Roots music seems on the rise these days, and perhaps rightly so. As recording sales dwindle, live performance has enjoyed renewed importance, and someone who can burn down a small club with a banjo may be more viable in some ways than a musician whose creations exist almost solely in the studio. As a result, singer-songwriters with a rootsy cast aren't particularly rare now, and it can be tough to stand out from the pack.
In the case of Carrie Rodriguez, a big part of her distinctive sound comes from a deceptively small instrument: the "mandobird," a solid-body electric mandolin with a body shape similar to a Gibson Firebird electric guitar. Its chiming, droning sound gives Rodriguez' music a haunting, resonant quality, even when combined with searing guitars and a heavy backbeat.

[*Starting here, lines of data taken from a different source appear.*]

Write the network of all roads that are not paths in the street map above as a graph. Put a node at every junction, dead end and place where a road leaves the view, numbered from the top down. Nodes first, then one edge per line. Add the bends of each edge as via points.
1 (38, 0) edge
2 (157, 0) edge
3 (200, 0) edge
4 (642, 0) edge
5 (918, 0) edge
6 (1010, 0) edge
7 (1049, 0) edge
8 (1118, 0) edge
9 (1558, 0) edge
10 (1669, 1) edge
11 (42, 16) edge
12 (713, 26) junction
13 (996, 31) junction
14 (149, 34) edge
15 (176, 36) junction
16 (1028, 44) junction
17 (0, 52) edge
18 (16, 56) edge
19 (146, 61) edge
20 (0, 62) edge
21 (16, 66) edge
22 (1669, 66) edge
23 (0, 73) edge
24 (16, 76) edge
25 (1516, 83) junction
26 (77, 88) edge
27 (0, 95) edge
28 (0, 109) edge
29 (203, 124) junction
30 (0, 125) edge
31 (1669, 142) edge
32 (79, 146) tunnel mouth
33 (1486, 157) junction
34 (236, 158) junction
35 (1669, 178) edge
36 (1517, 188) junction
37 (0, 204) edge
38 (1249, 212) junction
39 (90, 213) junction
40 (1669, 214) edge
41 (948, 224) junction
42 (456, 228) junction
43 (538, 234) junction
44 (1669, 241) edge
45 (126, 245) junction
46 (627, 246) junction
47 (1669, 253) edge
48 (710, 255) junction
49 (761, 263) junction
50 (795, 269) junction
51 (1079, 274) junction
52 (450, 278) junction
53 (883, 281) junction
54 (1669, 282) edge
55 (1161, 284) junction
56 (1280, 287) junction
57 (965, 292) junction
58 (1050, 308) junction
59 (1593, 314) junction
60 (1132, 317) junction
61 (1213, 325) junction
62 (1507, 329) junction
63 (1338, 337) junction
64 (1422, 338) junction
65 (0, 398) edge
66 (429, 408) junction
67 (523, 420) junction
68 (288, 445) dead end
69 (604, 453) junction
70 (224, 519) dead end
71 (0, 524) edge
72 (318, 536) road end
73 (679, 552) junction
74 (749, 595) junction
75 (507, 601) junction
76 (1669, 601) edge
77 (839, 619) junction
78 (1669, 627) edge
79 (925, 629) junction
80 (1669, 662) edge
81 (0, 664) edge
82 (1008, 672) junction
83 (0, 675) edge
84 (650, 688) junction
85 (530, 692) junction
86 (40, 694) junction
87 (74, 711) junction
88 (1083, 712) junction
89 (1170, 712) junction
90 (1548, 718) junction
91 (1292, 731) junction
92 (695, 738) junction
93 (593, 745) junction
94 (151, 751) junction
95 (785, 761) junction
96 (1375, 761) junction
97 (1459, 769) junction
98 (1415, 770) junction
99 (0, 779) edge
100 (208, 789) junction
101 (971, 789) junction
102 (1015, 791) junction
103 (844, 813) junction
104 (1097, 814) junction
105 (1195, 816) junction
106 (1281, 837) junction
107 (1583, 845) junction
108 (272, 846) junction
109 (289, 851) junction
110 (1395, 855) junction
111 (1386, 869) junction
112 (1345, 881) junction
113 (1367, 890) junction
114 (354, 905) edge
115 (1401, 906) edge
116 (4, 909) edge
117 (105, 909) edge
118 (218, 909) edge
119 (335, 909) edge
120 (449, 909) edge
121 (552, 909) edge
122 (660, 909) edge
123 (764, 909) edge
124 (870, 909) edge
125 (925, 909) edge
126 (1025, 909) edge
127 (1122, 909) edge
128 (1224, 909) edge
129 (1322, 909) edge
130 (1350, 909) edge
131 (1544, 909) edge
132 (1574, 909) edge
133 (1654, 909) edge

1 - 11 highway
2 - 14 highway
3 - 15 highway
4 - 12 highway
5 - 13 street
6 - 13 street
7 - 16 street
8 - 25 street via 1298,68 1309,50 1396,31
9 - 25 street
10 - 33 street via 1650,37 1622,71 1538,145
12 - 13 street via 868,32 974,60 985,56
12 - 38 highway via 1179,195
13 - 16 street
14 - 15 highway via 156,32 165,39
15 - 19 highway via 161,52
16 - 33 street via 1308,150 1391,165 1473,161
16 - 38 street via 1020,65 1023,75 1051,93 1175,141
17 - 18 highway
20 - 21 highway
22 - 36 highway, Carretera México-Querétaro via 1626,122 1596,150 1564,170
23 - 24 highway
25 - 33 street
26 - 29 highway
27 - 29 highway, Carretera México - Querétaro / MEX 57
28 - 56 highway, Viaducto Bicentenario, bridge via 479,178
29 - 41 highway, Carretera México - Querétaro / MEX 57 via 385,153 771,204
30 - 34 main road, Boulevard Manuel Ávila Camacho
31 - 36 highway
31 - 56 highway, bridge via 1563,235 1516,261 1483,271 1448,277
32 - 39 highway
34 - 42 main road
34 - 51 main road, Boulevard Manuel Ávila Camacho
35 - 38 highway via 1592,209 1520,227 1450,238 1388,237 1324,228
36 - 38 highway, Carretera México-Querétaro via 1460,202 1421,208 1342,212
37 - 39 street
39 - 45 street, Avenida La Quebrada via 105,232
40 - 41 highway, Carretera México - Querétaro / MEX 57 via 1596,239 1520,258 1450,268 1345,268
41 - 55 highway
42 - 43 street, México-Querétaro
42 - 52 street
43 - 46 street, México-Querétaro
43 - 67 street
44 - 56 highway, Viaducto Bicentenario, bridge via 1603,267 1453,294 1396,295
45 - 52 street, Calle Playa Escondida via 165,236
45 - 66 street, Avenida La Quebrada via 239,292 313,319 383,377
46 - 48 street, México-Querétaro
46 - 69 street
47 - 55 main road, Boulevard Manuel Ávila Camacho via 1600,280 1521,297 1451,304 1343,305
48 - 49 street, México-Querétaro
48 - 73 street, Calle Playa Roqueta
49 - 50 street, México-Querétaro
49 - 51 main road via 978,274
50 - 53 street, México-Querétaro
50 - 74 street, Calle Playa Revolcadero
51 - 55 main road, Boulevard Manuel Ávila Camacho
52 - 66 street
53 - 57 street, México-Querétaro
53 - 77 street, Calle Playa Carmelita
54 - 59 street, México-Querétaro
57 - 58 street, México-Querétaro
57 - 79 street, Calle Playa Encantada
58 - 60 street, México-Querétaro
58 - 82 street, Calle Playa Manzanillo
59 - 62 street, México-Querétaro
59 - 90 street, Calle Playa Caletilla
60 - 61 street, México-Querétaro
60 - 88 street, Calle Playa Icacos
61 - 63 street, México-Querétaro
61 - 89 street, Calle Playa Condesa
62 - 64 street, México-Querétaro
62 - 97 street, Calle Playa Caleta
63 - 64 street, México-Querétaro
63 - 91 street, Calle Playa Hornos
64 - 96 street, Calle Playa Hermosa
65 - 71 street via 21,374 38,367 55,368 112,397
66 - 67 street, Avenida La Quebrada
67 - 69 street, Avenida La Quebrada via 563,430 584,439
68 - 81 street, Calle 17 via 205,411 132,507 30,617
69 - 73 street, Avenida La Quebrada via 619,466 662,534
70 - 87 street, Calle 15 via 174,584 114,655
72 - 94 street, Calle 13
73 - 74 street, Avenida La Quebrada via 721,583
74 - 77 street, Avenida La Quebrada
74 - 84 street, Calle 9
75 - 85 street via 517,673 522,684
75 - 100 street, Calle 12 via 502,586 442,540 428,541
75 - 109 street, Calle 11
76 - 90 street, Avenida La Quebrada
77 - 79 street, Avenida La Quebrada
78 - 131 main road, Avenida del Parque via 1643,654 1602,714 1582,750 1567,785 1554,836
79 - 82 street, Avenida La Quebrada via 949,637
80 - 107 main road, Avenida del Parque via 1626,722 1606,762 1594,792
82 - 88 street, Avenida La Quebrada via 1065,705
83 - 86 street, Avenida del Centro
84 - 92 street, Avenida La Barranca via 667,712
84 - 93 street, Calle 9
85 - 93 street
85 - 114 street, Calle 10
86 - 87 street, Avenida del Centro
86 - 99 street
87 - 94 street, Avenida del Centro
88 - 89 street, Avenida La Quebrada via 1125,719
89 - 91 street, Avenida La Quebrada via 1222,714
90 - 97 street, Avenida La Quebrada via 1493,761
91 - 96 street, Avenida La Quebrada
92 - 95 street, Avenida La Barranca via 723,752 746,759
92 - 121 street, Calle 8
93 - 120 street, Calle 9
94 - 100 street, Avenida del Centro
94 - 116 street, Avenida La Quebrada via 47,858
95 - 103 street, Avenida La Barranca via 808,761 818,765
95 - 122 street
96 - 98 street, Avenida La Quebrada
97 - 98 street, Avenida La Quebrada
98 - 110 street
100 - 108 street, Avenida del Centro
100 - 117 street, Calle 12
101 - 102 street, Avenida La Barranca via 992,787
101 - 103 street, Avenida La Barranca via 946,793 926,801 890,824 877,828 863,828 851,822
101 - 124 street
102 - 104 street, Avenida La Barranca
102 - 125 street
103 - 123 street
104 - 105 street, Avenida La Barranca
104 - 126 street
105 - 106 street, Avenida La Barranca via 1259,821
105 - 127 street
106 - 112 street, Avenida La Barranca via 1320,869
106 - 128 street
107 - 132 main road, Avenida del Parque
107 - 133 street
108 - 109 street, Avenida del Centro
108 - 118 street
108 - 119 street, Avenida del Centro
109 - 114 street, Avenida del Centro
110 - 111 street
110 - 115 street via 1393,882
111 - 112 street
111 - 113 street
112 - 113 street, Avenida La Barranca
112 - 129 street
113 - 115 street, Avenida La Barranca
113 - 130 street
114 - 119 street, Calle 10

But it's not all slick ballads and rockers. At the Berklee School of Music, Rodriguez learned to translate her classical violin skills into fiddle chops, often paired with the twangy side of her voice, in songs like "I Don't Want to Play House Anymore" and "Blackberry Blossom."
After releasing her debut, Seven Angels on a Bicycle, in 2006, Rodriguez was invited to tour with Lucinda Williams. Rodriguez' third studio album is expected in the spring. Rodriguez comes through town Feb. 2 as part of a tour presented by the syndicated radio show Acoustic Café, with singer-songwriter Erin McKeown and innovative cellist Ben Sollee.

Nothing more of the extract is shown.